» **What the task requires**:
Within the entries below, find each line containing the word "linecap" and copy it.
*** Opening Exercise inputs ***
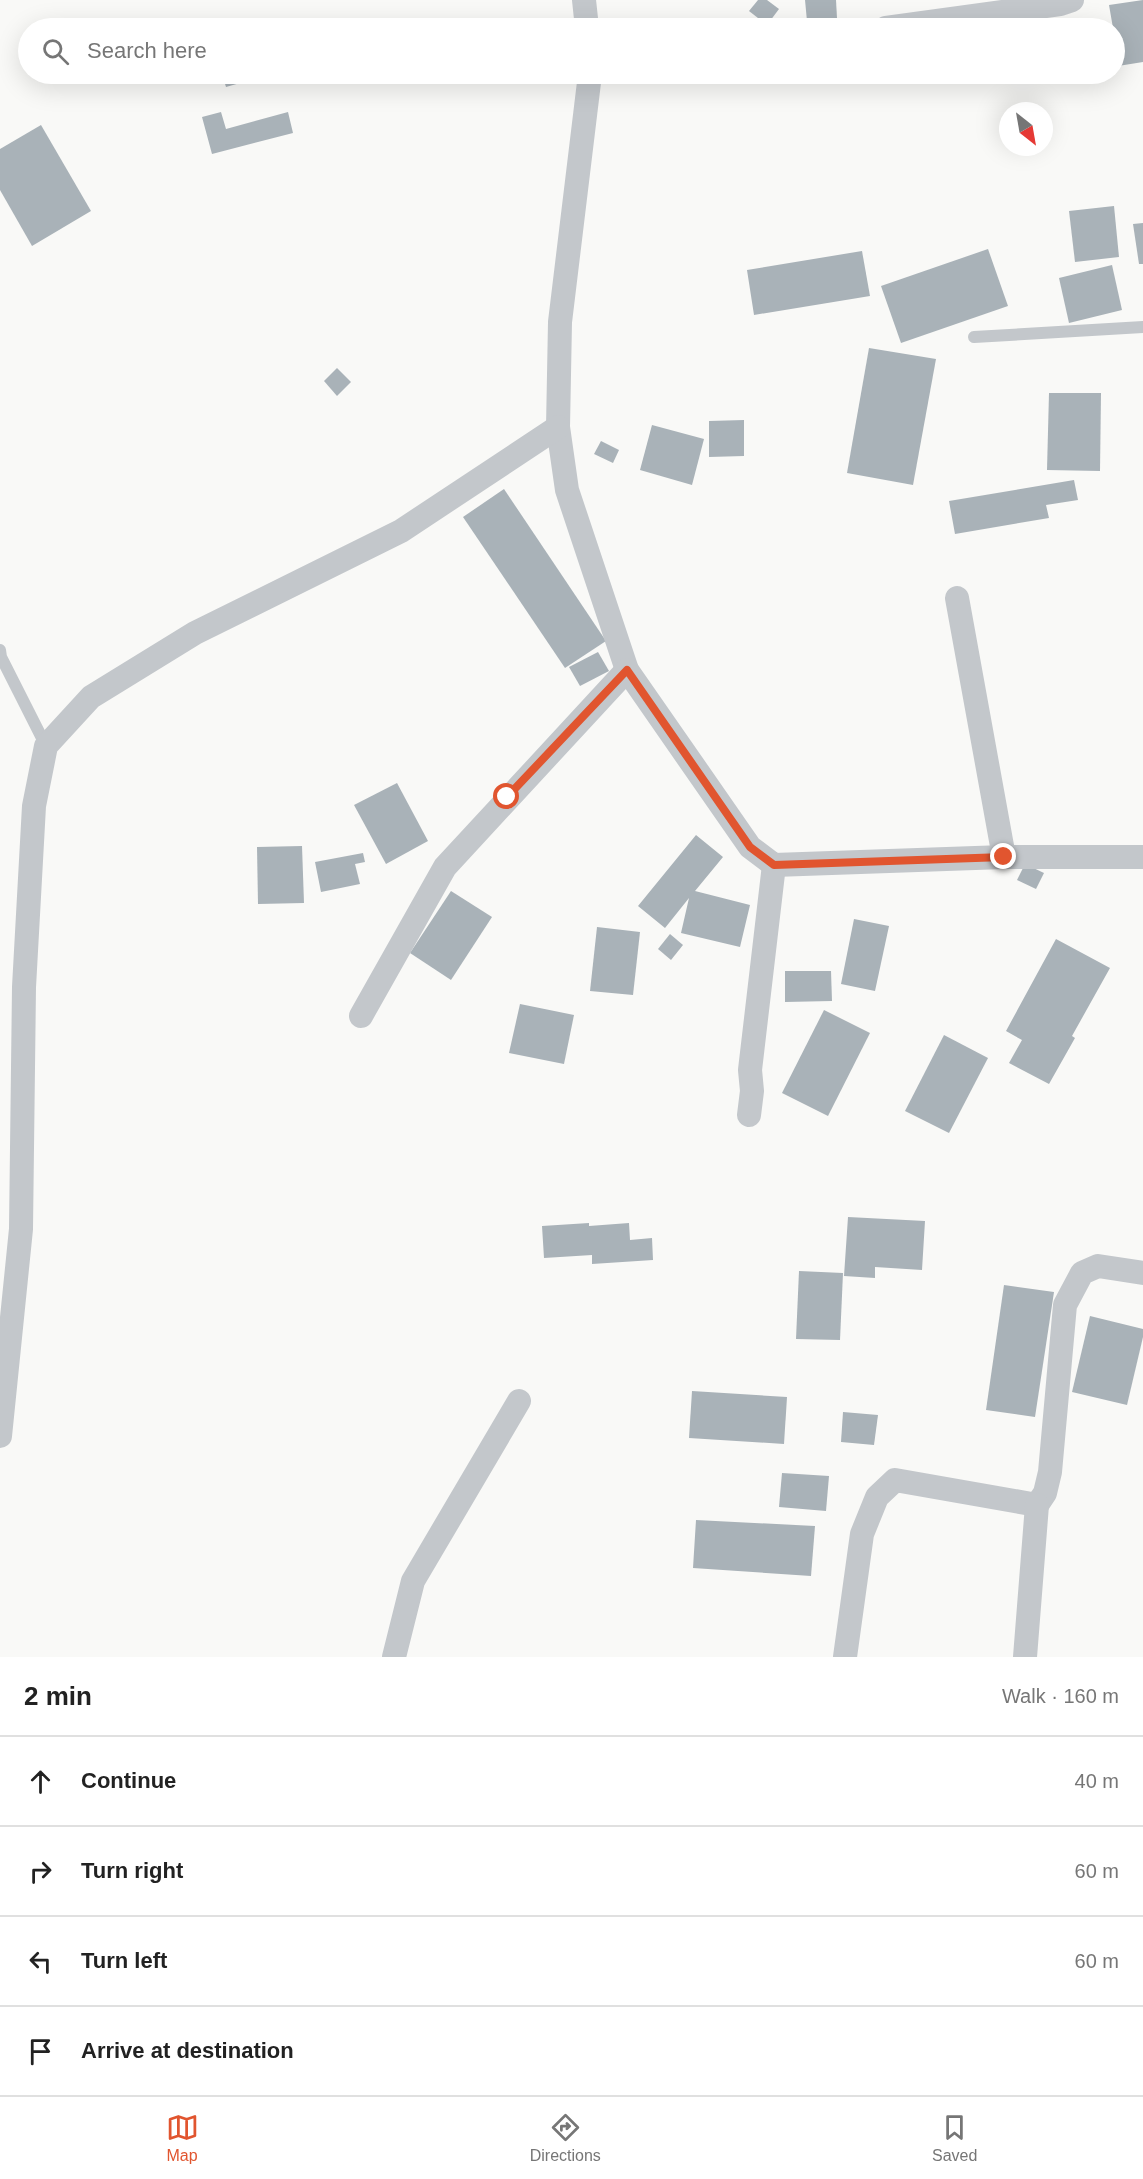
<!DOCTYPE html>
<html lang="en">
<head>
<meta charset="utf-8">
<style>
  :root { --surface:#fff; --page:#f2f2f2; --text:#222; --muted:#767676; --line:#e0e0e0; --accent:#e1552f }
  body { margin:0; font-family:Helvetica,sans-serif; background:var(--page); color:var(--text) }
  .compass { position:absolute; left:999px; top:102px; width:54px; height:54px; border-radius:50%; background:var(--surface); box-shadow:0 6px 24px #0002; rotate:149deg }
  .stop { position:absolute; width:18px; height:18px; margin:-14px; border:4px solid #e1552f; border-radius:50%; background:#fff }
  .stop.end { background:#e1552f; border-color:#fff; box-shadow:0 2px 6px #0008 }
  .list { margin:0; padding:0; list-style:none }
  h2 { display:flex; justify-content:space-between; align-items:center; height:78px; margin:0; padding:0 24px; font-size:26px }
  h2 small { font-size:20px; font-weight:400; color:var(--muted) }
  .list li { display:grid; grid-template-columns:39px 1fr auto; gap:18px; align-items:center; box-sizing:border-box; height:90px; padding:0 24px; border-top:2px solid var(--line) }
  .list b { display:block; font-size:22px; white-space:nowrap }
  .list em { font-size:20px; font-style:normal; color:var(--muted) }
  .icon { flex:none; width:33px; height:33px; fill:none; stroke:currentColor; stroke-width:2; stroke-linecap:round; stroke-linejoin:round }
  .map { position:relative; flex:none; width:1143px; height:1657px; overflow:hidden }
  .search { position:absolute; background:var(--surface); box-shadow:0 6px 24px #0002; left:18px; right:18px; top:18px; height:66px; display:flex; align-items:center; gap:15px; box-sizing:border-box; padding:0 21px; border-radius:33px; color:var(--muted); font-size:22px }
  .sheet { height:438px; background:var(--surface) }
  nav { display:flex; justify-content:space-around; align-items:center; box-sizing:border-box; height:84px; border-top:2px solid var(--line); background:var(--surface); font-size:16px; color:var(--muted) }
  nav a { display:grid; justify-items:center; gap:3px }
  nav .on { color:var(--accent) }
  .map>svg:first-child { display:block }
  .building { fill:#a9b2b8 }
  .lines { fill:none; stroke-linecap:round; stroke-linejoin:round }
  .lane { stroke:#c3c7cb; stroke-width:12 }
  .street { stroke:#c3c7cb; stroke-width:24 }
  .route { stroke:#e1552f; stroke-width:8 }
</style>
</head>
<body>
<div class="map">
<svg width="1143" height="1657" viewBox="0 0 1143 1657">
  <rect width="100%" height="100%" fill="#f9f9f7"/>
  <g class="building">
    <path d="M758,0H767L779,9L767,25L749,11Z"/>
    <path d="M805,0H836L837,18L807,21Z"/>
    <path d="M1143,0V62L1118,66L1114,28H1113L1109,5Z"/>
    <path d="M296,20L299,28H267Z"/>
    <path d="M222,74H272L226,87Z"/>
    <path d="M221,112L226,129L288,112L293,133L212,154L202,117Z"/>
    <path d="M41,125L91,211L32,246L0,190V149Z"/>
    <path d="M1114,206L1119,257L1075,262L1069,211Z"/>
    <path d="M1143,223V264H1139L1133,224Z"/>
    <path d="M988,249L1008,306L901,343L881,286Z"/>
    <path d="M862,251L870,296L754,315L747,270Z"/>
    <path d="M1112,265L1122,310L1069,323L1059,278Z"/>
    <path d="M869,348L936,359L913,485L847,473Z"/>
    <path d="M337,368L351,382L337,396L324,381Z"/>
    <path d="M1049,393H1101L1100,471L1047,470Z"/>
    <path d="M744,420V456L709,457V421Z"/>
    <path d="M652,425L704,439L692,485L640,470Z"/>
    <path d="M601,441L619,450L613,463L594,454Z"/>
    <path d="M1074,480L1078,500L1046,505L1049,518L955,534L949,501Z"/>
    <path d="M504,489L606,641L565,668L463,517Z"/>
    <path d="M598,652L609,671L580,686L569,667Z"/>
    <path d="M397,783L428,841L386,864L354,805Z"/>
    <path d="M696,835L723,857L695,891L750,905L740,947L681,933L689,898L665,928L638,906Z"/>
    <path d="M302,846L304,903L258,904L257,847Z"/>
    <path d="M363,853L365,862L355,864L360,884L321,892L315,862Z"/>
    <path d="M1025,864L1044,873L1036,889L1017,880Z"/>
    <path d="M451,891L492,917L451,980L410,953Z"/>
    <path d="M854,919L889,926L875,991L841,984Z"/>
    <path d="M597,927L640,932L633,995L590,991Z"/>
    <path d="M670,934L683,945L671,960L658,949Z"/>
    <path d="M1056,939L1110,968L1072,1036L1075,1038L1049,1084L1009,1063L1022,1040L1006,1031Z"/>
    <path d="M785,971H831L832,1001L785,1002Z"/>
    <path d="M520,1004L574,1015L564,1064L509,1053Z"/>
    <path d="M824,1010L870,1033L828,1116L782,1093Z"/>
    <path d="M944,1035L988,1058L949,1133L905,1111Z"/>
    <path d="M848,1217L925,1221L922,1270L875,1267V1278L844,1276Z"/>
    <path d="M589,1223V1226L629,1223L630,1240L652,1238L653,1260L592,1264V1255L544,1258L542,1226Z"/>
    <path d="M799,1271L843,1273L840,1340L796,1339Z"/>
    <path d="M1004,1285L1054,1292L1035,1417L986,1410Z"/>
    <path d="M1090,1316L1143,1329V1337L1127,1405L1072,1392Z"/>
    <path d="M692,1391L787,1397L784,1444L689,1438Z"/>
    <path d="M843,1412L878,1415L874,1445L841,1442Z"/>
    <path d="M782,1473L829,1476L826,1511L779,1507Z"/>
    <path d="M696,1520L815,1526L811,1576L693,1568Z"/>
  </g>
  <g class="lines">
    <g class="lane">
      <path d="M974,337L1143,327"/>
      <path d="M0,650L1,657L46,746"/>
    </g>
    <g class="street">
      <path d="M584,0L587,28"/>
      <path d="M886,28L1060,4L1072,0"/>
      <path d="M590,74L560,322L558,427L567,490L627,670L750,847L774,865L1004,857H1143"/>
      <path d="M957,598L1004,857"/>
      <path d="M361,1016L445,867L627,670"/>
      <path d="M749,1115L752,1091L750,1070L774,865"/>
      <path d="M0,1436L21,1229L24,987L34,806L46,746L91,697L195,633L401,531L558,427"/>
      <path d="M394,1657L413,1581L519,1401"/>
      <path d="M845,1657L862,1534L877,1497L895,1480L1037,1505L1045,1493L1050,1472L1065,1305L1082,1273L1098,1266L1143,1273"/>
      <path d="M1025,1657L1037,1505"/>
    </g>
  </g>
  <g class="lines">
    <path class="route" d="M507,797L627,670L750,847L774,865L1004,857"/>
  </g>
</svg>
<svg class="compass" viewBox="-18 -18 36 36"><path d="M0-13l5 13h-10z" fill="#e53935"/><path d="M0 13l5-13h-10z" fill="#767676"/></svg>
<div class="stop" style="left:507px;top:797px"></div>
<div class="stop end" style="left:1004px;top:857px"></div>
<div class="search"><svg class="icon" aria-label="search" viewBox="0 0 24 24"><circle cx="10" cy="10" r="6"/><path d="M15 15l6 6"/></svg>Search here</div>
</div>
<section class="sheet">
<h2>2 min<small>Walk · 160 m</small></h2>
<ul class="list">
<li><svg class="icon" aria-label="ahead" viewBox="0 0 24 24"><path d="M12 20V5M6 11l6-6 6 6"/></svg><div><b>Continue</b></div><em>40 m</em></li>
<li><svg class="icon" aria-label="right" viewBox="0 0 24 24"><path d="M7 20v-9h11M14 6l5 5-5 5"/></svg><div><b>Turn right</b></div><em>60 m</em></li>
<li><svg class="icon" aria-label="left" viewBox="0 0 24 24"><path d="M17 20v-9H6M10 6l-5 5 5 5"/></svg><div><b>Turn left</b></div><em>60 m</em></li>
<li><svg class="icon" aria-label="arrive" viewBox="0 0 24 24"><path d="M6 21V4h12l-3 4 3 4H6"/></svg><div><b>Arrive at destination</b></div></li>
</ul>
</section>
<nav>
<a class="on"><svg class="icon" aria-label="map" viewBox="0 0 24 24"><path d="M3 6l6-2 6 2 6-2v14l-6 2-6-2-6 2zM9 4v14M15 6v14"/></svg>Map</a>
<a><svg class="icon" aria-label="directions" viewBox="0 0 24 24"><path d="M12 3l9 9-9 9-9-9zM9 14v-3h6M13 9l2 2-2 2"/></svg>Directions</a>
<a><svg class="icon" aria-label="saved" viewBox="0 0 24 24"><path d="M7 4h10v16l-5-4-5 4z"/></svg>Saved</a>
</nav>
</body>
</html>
*** Closing Exercise inputs ***
» **Task response**:
  .icon { flex:none; width:33px; height:33px; fill:none; stroke:currentColor; stroke-width:2; stroke-linecap:round; stroke-linejoin:round }
  .lines { fill:none; stroke-linecap:round; stroke-linejoin:round }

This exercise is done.